Food inflation eased to 3.1% in July, a nearly three-year low. That’s exactly since October 2021. Prices in supermarkets provided relief to families’ pockets due to lower increases in the price of olive oil and fruit.

The CPI (Consumer Price Index) for food fell by 1.1 points year-on-year, the INE confirmed on Tuesday. That is, food prices rose by 3.1% in July compared to the same month last year. In June, this increase was 4.2%.

Olive oil, which has been rising at a rapid pace (even over 70%) for months, rose in price by just under 40% in July, the lowest year-on-year increase in the last year. Meanwhile, the CPI for “fresh or chilled fruit” fell from 14.4% to 2.2%. In addition, other products became cheaper, such as milk or flour.

On a monthly basis, comparing July prices with those of June, oil prices fell by 5.5%. This is the third consecutive month of declines in the price of liquid ‘gold’.

General inflation falls

For its part, general inflation fell six tenths in July to 2.8% year-on-year, in line with the forecast by the INE. In this case, this is a minimum for the year. The CPI for all products and services moderated from 3.4% year-on-year in June due to the drop in electricity prices and also due to the lower rise in food prices.

With the year-on-year drop in the CPI (again compared to the same month of the previous year), inflation has now fallen for two consecutive months after the increases experienced in March, April and May.

On the other hand, in July, core inflation (excluding unprocessed food and energy products) fell by two-tenths to 2.8%, the lowest rate since January 2022.

In monthly terms (July over June), the general CPI fell by five tenths after six consecutive months of increases. “The inflation data continue to reflect the capacity of the Spanish economy to combine one of the highest economic growth rates among the main countries of the Eurozone, as shown by the GDP growth data for the second quarter, with the moderation of prices,” argues the Ministry of Economy, Trade and Business.

At the end of last month, the coalition government obtained the approval in the Congress of Deputies of the latest anti-crisis decree, approved by the Council of Ministers on June 25, with measures to alleviate the damage of inflation. Among them, the reduction of VAT on olive oil to 0%, the increase in salaries for public officials in 2024 or the extension of the social electricity bonus.
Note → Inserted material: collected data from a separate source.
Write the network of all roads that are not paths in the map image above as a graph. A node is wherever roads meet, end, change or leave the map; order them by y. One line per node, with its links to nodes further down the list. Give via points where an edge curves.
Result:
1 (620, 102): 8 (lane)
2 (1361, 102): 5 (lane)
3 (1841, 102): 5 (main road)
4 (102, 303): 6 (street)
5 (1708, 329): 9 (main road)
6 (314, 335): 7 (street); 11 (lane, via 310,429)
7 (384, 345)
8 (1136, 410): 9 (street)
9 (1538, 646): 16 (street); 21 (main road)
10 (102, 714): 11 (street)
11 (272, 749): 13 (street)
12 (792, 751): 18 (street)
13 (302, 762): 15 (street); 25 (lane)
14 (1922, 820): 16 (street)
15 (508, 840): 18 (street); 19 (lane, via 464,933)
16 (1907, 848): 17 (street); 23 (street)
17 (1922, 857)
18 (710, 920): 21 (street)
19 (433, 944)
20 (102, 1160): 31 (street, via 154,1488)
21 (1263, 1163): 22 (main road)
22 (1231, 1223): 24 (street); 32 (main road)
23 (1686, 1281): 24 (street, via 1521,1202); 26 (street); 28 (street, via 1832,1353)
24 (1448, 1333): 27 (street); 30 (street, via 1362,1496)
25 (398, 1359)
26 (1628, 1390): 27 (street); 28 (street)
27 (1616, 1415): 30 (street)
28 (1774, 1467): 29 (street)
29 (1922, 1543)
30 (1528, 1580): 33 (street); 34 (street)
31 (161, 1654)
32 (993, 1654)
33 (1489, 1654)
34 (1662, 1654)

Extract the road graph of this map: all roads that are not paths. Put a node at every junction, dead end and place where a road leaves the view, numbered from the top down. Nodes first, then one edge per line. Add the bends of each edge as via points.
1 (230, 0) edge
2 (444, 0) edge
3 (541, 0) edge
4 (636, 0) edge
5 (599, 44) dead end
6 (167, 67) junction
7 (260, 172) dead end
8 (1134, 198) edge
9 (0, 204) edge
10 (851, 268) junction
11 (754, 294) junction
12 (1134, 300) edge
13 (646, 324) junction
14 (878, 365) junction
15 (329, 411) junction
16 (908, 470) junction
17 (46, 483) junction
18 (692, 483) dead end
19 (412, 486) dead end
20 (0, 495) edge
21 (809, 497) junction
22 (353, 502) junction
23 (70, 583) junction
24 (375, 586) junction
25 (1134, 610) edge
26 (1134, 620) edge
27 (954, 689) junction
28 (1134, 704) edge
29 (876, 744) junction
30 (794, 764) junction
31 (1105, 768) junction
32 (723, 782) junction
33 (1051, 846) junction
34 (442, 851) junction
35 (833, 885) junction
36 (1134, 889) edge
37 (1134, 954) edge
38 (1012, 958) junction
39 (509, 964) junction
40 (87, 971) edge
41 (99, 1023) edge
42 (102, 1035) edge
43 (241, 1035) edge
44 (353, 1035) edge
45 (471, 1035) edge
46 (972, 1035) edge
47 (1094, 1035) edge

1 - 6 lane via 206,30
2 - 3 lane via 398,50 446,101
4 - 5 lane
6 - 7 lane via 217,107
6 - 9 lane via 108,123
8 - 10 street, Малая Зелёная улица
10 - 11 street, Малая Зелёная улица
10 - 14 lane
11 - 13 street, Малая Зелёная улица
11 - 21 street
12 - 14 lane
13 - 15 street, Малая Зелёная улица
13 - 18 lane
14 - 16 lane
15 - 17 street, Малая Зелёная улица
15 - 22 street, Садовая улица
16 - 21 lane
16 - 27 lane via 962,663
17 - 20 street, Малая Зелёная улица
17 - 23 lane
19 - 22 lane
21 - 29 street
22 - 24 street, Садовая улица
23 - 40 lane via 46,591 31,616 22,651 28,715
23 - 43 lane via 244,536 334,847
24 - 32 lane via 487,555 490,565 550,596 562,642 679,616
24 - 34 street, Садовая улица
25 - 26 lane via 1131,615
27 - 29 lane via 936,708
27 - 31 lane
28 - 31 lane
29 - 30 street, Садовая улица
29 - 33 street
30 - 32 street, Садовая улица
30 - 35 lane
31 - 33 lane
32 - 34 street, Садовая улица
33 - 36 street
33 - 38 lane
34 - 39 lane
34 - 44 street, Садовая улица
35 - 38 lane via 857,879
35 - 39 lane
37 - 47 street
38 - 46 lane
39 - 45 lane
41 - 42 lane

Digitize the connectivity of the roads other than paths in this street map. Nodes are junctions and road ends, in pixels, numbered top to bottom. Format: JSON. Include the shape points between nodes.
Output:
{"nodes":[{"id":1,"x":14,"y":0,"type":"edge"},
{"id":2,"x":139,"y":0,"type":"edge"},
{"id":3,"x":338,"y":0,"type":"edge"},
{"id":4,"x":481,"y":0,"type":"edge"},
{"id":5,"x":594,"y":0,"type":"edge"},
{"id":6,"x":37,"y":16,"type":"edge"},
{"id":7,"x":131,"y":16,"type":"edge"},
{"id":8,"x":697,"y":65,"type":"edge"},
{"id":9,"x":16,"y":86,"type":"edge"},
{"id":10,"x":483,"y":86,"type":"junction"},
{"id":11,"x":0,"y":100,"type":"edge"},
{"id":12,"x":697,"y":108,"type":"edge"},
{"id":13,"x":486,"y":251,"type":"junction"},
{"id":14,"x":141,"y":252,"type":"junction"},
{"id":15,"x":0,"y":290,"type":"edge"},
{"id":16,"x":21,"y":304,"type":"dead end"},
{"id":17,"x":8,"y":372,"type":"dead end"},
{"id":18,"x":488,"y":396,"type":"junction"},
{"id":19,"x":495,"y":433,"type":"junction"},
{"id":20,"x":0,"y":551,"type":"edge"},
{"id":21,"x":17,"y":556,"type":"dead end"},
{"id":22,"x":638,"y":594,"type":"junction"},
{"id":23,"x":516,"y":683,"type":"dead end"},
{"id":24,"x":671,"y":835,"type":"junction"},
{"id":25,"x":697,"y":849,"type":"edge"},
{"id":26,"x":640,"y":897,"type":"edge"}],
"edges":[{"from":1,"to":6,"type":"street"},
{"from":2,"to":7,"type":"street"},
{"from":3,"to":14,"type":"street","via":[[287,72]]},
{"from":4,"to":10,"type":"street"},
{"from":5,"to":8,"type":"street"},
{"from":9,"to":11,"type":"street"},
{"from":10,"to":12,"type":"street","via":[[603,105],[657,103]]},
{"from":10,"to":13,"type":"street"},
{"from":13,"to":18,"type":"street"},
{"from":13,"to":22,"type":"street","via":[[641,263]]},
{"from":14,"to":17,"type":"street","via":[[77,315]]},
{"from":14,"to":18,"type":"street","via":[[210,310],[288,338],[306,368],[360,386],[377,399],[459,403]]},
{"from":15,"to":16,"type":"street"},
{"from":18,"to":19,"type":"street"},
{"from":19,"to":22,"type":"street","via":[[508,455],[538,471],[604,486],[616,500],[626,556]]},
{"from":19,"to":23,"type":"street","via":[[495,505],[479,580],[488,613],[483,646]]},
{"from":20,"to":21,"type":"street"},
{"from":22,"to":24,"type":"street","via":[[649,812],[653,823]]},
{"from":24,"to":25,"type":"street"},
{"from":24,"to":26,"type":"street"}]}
This latest package extends some measures in force since the end of 2023, but eliminates others, “in response to the moderation of inflation” and to comply with the fiscal rules of the European Union (EU), which have been activated in 2024 – according to the Executive – after remaining suspended since 2020 to allow a social response to the double shock of the pandemic and the Russian invasion of Ukraine.

“We have taken measures worth 120 billion euros since 2020. An unprecedented fiscal boost to protect incomes, save jobs and transform the economy,” said the First Vice President, María Jesús Montero. “In the previous financial crisis, outdated austerity measures were applied,” stressed the Minister of Finance.

Anti-crisis measures

One of the major problems addressed by the latest anti-crisis decree approved by the Council of Ministers at the end of June is food inflation. The main measure of the coalition government to alleviate this damage to families, especially the most vulnerable, was the reduction of VAT on basic foodstuffs from the beginning of 2023. This tax reduction was due to expire at the end of this month, but the Executive decided to extend it at the Council of Ministers on June 25, with an extraordinary effort – agreed with Junts – to control the price of oil, which is totally exorbitant in this inflation crisis.

Oil, which has already gone from 10% to 5% VAT since the anti-crisis decree that began to be implemented in January 2023, is now part of the group of basic products – bread, flour, milk, cheese, eggs, fruit and vegetables – that have had a rate of 0% since last year (instead of the 4% that was applied until then) until September 30. From October they will go to 2% VAT, until the end of the year.

The total cost of all the measures taken since 2021 to alleviate the damage of inflation is around 50 billion, with the most expensive measures being those related to electricity (which exceed 20 billion in total: reduction of VAT on bills, excise duty, subsidies to the sector, etc.) and deductions in personal income tax (IRPF).

In fact, in June other measures of the anti-crisis decree that had expired at that time were extended, such as the reduction of personal income tax for families with lower incomes, specifically for those earning the minimum wage (SMI), but which will benefit incomes up to 22,000 gross euros per year. “The sum of the fiscal measures, between VAT and personal income tax, represents a saving of 3,000 million euros per year for families,” said the First Vice President and Minister of Finance.

“We are also extending the social shield for the most vulnerable groups, who also benefit from the previous measures,” added Montero. This social shield includes the prohibition of cutting off water and energy supplies to vulnerable consumers until the end of the year. In addition, the new anti-crisis decree makes the last resort gas tariff (TUR) for communities of owners indefinite.

Meanwhile, VAT on electricity bills for domestic contracts returned in July to the reduced value of 10% with the rise in the wholesale electricity market price above the 45 euro per megawatt hour (MWh) mark, as happened in June, according to the first anti-crisis decree of 2021.